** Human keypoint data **
....
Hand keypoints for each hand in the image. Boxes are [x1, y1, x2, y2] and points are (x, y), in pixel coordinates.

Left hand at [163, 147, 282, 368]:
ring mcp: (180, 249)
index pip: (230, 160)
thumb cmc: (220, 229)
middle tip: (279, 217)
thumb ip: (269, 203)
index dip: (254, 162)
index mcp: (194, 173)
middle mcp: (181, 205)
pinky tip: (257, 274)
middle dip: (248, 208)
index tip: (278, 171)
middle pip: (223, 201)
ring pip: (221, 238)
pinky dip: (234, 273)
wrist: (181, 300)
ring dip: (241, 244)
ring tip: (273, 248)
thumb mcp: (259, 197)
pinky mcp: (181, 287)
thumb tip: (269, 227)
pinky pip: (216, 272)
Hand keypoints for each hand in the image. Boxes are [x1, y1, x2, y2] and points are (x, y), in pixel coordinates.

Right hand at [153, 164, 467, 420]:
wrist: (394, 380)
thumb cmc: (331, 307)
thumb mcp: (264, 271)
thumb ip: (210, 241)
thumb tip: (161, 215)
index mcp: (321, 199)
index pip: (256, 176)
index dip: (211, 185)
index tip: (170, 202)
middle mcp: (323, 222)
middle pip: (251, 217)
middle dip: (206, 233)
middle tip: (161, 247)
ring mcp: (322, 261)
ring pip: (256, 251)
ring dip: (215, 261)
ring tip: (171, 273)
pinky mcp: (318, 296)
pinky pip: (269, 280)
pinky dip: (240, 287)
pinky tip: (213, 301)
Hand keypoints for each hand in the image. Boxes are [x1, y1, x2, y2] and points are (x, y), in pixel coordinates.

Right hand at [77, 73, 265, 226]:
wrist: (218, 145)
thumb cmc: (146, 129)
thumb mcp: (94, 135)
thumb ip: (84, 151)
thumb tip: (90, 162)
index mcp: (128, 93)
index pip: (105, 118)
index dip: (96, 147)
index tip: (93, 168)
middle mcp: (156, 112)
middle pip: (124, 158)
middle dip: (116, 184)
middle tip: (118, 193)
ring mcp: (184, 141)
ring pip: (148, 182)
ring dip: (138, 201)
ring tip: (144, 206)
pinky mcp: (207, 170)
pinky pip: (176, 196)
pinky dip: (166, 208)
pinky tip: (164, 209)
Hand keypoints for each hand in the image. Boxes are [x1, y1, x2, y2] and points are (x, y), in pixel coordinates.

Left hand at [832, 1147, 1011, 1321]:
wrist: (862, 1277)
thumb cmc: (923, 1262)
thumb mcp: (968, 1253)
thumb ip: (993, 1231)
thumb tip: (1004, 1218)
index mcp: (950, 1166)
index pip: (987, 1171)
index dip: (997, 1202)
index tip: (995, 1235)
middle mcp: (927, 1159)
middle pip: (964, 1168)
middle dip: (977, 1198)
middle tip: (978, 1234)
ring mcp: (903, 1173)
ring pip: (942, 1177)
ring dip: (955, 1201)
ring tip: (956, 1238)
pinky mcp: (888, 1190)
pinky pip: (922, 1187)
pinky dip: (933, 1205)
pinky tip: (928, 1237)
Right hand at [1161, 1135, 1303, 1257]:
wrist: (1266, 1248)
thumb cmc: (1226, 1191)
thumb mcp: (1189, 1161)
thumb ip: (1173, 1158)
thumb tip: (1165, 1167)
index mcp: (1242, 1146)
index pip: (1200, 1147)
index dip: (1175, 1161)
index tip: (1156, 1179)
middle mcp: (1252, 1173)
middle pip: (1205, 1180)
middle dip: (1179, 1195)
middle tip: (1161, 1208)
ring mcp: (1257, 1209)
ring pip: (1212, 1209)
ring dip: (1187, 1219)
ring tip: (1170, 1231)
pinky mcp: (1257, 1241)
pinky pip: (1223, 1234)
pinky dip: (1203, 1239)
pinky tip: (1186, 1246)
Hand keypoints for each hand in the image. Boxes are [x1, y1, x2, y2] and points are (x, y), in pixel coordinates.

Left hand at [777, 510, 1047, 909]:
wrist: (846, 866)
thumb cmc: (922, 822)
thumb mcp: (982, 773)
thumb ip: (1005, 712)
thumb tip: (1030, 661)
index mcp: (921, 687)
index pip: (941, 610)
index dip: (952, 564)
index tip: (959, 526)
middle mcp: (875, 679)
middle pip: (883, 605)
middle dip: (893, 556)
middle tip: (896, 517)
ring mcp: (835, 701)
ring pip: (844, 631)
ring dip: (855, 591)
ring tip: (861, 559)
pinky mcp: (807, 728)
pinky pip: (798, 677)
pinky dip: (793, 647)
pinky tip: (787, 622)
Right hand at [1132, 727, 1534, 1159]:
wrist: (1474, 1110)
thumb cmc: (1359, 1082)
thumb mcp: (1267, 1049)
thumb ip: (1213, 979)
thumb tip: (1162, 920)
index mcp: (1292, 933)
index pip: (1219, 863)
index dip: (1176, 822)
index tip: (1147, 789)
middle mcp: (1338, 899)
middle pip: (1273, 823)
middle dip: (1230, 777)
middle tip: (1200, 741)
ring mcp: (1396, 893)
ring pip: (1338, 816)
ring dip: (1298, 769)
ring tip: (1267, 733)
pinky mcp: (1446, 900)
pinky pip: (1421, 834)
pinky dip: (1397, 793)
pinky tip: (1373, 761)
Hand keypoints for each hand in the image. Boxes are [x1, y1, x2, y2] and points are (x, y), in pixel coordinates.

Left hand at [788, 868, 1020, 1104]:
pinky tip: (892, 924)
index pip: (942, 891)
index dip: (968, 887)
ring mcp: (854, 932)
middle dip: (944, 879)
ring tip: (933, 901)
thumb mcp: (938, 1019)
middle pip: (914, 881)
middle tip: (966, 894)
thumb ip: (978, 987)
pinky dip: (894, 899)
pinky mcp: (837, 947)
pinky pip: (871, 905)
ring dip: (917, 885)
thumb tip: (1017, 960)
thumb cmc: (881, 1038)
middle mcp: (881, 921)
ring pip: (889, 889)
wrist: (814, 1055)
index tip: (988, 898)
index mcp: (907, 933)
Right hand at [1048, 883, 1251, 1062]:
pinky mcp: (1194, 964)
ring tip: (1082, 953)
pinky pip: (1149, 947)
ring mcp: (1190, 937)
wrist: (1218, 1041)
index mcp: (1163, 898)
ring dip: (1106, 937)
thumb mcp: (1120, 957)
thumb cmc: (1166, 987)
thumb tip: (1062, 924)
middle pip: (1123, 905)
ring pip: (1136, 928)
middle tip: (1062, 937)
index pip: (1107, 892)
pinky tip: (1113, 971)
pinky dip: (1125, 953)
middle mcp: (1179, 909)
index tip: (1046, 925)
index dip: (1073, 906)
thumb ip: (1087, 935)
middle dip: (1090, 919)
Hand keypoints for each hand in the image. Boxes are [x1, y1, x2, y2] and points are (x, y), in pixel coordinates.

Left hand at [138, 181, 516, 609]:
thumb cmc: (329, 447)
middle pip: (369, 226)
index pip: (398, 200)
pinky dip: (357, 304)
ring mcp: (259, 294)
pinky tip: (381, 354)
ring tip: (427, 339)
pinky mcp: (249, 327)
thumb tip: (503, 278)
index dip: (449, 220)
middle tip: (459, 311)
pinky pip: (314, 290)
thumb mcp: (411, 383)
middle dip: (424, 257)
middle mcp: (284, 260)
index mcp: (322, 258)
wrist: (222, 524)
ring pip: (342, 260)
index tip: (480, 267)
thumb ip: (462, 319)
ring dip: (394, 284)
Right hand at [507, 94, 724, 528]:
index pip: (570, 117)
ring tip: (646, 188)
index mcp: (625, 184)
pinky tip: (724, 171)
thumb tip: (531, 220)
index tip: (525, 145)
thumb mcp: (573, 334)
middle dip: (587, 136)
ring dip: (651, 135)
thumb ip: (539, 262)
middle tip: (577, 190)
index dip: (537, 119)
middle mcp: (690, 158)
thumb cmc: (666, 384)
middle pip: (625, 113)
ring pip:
....
** ASSIGNMENT **
Return exactly, and only, the lines above starting at the line that contains "ring mcp: (184, 141)" and ending at the line that contains "middle tip: (1161, 1208)".

** WRITTEN REPLY **
ring mcp: (184, 141)
ring pip: (148, 182)
ring dip: (138, 201)
ring tip: (144, 206)
pinky mcp: (207, 170)
pinky pip: (176, 196)
pinky dip: (166, 208)
pinky tip: (164, 209)
Hand keypoints for each hand in the image. Boxes are [x1, y1, x2, y2] and points are (x, y), in pixel coordinates.

Left hand at [832, 1147, 1011, 1321]:
wrist: (862, 1277)
thumb cmc: (923, 1262)
thumb mcp: (968, 1253)
thumb ip: (993, 1231)
thumb tip: (1004, 1218)
index mcp: (950, 1166)
index pip: (987, 1171)
index dip: (997, 1202)
index tip: (995, 1235)
middle mcp: (927, 1159)
middle pip: (964, 1168)
middle dip: (977, 1198)
middle tip: (978, 1234)
ring mcp: (903, 1173)
ring pip: (942, 1177)
ring dip: (955, 1201)
ring tip: (956, 1238)
pinky mcp: (888, 1190)
pinky pip: (922, 1187)
pinky dip: (933, 1205)
pinky tip: (928, 1237)
Right hand at [1161, 1135, 1303, 1257]:
wrist: (1266, 1248)
thumb cmc: (1226, 1191)
thumb mcp: (1189, 1161)
thumb ip: (1173, 1158)
thumb tip: (1165, 1167)
index mcp: (1242, 1146)
index pip: (1200, 1147)
index dip: (1175, 1161)
index tip: (1156, 1179)
middle mcp: (1252, 1173)
middle pip: (1205, 1180)
middle dip: (1179, 1195)
middle tip: (1161, 1208)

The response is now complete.